Sin embargo, el periodismo ha evolucionado, las audiencias cambiaron y las dinámicas informativas también. Hoy gran parte de la conversación pública ocurre en plataformas digitales, redes sociales y formatos audiovisuales inmediatos. Las redacciones trabajan cada vez más con herramientas que permiten conocer qué contenidos interesan más a las audiencias, analizar y procesar grandes volúmenes de información, utilizar inteligencia artificial y producir contenidos que se adaptan a distintos formatos como video, audio, texto e imágenes.
Eso ha obligado a la Septién a irse adaptando a nuevas realidades sin modificar su identidad por completo.
A la par, ha impulsado cursos y talleres enfocados en herramientas digitales actuales, producción de contenido multiplataforma, representación gráfica de la información, periodismo para redes sociales, estrategias audiovisuales, creación de contenido independiente y nuevas dinámicas de consumo de información.
Tal vez un aspecto en el que debería avanzar la Septién es en reforzar áreas de investigación académica, análisis de los retos, transformaciones y tendencias que enfrenta actualmente el periodismo.
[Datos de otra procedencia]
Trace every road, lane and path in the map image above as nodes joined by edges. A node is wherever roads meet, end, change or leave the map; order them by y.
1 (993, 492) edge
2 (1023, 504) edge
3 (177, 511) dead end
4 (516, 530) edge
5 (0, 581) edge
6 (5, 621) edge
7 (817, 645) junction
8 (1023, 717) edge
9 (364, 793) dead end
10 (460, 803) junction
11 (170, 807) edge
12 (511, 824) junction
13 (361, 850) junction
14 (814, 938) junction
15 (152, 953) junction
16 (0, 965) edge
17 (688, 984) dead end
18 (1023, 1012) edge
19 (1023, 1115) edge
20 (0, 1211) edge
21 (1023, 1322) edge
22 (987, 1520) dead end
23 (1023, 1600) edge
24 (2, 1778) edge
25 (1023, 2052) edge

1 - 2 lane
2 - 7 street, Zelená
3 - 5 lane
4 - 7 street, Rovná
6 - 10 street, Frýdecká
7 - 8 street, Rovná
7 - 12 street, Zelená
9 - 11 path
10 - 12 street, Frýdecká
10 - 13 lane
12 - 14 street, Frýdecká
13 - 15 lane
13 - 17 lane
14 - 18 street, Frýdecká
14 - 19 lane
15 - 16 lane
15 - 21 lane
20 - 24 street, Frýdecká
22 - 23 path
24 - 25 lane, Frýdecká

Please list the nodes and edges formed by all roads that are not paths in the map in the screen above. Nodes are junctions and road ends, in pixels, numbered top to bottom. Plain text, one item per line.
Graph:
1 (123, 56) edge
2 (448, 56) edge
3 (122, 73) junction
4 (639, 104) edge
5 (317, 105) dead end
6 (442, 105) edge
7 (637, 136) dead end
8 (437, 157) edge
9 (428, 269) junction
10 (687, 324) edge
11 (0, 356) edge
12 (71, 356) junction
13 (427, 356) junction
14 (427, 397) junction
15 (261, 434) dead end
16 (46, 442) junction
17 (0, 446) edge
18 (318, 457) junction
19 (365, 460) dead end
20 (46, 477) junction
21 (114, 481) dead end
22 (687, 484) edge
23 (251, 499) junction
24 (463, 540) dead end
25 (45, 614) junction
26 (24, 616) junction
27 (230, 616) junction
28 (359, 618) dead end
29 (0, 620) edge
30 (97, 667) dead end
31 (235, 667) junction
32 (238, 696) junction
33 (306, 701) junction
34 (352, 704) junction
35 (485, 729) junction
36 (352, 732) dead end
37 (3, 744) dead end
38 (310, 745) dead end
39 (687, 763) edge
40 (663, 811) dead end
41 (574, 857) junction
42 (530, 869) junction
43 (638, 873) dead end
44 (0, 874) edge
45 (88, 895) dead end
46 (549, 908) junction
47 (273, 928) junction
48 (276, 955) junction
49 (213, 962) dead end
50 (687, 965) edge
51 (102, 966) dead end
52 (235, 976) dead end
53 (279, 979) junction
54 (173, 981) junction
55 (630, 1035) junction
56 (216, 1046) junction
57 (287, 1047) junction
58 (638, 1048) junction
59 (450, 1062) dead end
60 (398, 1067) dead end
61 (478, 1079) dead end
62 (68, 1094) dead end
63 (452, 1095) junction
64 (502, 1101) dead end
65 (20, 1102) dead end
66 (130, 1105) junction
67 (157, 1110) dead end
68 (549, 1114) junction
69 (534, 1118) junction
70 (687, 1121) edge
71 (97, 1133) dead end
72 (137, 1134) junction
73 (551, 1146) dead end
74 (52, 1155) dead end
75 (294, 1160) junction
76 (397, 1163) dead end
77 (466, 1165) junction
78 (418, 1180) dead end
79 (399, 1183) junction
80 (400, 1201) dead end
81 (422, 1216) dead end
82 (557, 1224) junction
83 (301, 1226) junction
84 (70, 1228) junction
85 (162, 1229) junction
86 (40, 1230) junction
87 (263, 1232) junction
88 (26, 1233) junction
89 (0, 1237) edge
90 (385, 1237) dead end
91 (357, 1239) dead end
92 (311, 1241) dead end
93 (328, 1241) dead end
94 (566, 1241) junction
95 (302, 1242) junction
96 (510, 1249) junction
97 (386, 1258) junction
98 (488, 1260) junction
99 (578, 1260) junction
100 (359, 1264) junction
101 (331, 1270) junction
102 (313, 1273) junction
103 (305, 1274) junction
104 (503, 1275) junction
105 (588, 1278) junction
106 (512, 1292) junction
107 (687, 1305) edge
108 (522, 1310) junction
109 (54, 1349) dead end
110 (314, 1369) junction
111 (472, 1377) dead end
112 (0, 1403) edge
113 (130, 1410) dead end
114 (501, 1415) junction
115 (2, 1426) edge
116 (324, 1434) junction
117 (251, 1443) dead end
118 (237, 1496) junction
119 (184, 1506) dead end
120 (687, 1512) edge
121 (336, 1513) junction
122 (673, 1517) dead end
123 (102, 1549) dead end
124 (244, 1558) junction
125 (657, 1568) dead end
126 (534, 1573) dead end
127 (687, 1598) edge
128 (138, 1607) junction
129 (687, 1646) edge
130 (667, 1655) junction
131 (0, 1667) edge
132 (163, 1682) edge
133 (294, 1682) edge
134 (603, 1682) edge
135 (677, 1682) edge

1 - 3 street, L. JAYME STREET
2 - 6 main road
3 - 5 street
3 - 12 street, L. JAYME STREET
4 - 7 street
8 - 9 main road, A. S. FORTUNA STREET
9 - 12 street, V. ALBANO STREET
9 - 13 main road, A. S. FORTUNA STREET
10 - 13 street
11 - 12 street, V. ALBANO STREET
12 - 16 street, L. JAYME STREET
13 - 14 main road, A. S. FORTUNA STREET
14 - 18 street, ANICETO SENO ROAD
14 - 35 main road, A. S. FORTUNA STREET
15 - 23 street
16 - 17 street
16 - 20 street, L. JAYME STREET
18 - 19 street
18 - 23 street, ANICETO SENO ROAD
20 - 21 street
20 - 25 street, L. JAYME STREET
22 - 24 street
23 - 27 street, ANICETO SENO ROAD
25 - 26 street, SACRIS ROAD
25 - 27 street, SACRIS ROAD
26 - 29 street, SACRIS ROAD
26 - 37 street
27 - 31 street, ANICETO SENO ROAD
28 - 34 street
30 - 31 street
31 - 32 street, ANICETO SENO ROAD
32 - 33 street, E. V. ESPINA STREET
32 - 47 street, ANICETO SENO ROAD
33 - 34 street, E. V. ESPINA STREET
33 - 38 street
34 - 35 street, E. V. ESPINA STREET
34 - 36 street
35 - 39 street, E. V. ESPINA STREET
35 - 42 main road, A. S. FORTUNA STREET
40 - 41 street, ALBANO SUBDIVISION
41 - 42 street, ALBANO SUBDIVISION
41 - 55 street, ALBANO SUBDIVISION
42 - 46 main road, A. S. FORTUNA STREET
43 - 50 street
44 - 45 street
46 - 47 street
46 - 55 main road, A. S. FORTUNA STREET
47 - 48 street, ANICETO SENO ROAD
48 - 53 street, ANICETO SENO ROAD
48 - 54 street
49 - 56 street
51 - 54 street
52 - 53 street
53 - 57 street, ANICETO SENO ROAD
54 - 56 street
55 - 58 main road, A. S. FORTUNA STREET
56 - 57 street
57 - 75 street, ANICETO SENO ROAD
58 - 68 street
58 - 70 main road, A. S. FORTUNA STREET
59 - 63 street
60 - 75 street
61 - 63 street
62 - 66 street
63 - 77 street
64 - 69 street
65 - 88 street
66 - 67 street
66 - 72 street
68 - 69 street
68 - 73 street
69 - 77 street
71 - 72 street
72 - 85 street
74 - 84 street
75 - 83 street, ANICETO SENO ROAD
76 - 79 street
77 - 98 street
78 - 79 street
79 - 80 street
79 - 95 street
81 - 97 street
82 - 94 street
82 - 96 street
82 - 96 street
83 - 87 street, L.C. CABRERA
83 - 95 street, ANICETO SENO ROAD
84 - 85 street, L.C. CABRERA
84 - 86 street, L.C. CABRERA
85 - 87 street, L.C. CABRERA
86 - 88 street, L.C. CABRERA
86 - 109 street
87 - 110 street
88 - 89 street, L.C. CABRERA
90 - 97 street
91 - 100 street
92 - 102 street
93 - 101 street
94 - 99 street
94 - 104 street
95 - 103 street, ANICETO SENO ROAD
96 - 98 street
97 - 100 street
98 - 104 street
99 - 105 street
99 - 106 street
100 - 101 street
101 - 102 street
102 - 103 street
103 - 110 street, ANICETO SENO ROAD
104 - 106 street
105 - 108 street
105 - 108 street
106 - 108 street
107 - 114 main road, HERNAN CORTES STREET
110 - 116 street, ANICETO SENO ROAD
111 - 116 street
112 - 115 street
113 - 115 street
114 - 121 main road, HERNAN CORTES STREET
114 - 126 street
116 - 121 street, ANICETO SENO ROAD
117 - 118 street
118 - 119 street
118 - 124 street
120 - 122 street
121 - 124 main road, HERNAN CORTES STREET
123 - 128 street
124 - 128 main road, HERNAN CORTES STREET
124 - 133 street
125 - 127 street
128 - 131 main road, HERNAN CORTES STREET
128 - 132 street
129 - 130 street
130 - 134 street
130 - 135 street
La Septién tiene la experiencia, la historia y el perfil necesario para convertirse también en un espacio más sólido de investigación.
La Septién podría fortalecerse con diversas dinámicas que desarrollen un periodismo analítico-académico, que incluso, pueda servir de fuentes a medios y a diversas personas periodistas; podría publicar investigaciones y convertirse no solo en un agente académico, también, un medio alternativo de opinión profesional tal cual lo hacen diversas instituciones que tienen áreas de investigación como la UNAM o el IPN, por citar solo unos ejemplos.
El periodismo es uno de los pilares de nuestro sistema democrático y desde la academia estamos obligados a fortalecerlo con las nuevas realidades tecnológicas sin abandonar la esencia y pilares que han construido el periodismo independiente.
A los 77 años de vida de la Septién, es momento de fortalecer a la institución; juntemos ideas, propongamos y coadyuvemos en la medida de nuestras posibilidades para que siga siendo la gran institución que es.